_Records for this exercise_.
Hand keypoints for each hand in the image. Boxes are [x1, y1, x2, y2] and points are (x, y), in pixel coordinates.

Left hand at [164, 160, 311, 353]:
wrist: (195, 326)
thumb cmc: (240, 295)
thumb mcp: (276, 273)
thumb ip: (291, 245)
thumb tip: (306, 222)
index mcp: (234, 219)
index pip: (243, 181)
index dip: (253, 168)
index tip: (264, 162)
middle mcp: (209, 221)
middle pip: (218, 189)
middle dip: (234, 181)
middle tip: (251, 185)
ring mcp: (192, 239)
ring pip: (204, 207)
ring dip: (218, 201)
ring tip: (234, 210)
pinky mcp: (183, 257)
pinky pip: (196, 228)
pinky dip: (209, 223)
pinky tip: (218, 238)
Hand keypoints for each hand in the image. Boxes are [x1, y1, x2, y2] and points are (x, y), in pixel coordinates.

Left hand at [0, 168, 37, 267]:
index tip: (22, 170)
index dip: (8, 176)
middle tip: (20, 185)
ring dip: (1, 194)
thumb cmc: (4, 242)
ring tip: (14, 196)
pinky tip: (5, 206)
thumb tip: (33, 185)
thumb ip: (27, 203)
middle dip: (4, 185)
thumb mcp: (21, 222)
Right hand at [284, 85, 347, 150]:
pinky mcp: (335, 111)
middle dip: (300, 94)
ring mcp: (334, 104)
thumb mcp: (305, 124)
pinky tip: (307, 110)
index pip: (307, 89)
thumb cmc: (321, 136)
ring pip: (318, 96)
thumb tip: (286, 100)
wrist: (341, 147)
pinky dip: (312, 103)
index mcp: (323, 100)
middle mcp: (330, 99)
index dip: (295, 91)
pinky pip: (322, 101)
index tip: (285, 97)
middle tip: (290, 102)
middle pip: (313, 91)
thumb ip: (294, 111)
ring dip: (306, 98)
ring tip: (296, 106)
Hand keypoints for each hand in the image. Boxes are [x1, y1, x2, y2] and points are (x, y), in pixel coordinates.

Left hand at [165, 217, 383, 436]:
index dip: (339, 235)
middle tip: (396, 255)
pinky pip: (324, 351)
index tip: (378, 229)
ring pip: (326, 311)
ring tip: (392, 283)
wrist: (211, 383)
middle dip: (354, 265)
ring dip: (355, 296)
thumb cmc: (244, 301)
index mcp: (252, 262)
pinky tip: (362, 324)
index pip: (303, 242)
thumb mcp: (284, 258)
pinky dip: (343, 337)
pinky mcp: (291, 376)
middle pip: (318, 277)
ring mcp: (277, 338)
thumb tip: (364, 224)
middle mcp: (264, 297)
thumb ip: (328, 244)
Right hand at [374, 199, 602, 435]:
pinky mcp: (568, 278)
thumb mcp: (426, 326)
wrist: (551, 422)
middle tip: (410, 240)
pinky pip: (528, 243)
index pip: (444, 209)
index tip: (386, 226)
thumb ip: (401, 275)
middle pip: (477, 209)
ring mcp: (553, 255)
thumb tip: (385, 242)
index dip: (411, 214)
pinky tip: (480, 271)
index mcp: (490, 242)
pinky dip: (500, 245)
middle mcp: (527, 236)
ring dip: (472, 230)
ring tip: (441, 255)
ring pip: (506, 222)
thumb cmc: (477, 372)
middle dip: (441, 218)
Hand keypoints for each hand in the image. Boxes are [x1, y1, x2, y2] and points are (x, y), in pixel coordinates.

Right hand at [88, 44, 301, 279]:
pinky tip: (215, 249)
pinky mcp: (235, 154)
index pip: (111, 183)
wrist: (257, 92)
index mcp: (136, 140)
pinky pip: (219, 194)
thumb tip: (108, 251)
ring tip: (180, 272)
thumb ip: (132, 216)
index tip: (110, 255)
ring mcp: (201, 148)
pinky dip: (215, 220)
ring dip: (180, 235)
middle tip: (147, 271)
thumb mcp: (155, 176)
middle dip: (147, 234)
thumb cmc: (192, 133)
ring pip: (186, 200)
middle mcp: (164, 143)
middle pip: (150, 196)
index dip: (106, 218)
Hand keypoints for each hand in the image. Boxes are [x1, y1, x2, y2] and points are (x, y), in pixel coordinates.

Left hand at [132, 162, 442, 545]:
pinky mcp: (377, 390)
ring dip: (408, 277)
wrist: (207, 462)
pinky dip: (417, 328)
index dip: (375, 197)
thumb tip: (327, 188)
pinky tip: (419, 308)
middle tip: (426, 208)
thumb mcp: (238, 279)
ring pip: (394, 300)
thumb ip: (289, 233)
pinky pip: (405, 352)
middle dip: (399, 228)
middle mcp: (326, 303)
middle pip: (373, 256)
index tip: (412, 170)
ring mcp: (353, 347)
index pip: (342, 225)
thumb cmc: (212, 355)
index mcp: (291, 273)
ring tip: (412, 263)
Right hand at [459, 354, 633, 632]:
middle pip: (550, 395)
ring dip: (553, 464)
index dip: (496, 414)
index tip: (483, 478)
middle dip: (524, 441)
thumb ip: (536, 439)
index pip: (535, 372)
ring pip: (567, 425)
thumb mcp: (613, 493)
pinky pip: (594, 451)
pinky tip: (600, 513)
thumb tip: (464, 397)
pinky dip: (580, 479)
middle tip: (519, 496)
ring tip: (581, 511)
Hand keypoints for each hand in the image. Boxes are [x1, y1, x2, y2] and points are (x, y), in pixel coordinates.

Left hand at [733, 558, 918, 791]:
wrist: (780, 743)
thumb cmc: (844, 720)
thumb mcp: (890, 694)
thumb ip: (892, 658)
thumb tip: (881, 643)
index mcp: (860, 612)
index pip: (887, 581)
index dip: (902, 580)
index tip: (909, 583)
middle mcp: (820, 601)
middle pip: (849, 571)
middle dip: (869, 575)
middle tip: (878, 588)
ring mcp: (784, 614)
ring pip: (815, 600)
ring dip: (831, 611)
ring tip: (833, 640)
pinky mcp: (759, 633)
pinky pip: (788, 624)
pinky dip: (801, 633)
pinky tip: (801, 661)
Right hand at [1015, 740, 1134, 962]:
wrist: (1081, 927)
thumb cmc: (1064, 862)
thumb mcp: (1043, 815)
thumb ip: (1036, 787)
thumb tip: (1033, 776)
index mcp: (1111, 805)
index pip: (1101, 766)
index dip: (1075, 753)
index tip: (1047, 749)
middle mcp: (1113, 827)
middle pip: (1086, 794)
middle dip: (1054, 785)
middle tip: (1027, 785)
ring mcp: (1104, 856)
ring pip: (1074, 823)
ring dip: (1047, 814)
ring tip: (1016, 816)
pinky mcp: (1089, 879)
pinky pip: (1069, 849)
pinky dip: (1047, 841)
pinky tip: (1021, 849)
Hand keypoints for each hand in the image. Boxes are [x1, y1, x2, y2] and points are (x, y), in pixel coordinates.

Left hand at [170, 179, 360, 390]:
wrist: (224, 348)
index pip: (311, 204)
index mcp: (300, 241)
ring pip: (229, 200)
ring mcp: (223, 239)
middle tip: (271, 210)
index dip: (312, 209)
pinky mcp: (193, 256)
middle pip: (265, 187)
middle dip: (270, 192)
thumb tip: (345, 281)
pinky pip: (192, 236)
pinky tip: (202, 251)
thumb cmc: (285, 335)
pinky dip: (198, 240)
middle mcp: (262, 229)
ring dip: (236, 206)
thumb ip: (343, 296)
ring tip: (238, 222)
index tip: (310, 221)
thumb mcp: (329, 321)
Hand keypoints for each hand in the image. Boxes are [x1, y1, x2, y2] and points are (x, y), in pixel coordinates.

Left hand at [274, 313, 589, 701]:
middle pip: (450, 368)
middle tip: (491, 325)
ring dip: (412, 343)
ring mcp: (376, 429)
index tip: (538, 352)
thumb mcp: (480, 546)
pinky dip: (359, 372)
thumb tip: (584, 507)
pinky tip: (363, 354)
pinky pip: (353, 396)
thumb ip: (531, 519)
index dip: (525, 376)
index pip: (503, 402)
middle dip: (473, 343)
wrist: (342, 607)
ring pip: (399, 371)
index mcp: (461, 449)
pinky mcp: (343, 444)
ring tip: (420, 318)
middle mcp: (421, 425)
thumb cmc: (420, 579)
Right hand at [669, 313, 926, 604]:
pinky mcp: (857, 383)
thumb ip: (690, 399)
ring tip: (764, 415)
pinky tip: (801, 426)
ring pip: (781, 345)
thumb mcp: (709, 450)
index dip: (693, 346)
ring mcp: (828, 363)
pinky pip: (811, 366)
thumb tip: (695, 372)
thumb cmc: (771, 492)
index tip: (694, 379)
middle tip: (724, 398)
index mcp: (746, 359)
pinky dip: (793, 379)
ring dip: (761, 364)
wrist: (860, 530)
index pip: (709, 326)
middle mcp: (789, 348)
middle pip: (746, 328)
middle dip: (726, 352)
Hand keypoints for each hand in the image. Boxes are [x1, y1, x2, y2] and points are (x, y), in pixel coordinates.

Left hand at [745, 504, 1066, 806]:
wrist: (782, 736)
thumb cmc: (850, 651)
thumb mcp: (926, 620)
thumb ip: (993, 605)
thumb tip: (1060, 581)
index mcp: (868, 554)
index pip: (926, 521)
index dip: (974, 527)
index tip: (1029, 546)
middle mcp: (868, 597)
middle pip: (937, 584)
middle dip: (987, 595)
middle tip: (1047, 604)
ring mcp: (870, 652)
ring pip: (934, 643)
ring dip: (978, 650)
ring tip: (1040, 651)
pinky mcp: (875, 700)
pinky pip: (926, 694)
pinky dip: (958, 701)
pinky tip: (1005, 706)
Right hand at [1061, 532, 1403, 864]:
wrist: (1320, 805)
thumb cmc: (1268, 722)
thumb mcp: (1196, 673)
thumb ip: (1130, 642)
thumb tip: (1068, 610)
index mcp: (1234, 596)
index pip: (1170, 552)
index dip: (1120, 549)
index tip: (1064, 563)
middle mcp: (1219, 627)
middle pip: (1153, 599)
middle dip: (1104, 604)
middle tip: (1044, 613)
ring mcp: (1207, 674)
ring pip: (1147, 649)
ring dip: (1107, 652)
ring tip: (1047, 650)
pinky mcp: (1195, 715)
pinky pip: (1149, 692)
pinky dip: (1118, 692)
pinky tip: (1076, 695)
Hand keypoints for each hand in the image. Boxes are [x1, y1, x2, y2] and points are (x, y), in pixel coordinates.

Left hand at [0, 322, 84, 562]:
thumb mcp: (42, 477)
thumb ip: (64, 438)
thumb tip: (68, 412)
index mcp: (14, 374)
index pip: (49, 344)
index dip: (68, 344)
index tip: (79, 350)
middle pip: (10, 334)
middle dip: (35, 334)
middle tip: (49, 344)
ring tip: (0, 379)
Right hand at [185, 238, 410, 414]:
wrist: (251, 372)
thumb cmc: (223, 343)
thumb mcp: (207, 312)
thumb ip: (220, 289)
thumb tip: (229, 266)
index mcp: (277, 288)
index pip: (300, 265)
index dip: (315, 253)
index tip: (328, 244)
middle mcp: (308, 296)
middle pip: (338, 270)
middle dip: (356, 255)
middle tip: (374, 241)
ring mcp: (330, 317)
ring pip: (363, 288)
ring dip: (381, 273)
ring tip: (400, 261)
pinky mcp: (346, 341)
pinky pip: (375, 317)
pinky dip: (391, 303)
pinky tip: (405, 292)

_What to work on_.
Which lines above run from the one containing "pinky pip: (1069, 849)" down to the one containing "pinky pip: (353, 396)"? Repeat exactly those, both ends included, and nothing else.

_Reply_.
pinky pip: (1069, 849)
pinky dip: (1047, 841)
pinky tip: (1021, 849)
Hand keypoints for each hand in the image. Boxes are [x1, y1, x2, y2] and points are (x, y), in pixel coordinates.

Left hand at [170, 179, 360, 390]:
wrist: (224, 348)
index pip: (311, 204)
index mcp: (300, 241)
ring pip: (229, 200)
ring mcp: (223, 239)
middle tip: (271, 210)
index dip: (312, 209)
pinky mcp: (193, 256)
middle pip: (265, 187)
middle dip: (270, 192)
thumb tip: (345, 281)
pinky pip: (192, 236)
pinky tip: (202, 251)
thumb cmc: (285, 335)
pinky dip: (198, 240)
middle mcp: (262, 229)
ring dip: (236, 206)
thumb ip: (343, 296)
ring tip: (238, 222)
index tip: (310, 221)
thumb mcp: (329, 321)
Hand keypoints for each hand in the image. Boxes are [x1, y1, x2, y2] and points are (x, y), in pixel coordinates.

Left hand at [274, 313, 589, 701]:
middle pip: (450, 368)
middle tip: (491, 325)
ring dip: (412, 343)
ring mcp: (376, 429)
index tip: (538, 352)
thumb mcp: (480, 546)
pinky dip: (359, 372)
thumb tip: (584, 507)
pinky tip: (363, 354)
pinky pip: (353, 396)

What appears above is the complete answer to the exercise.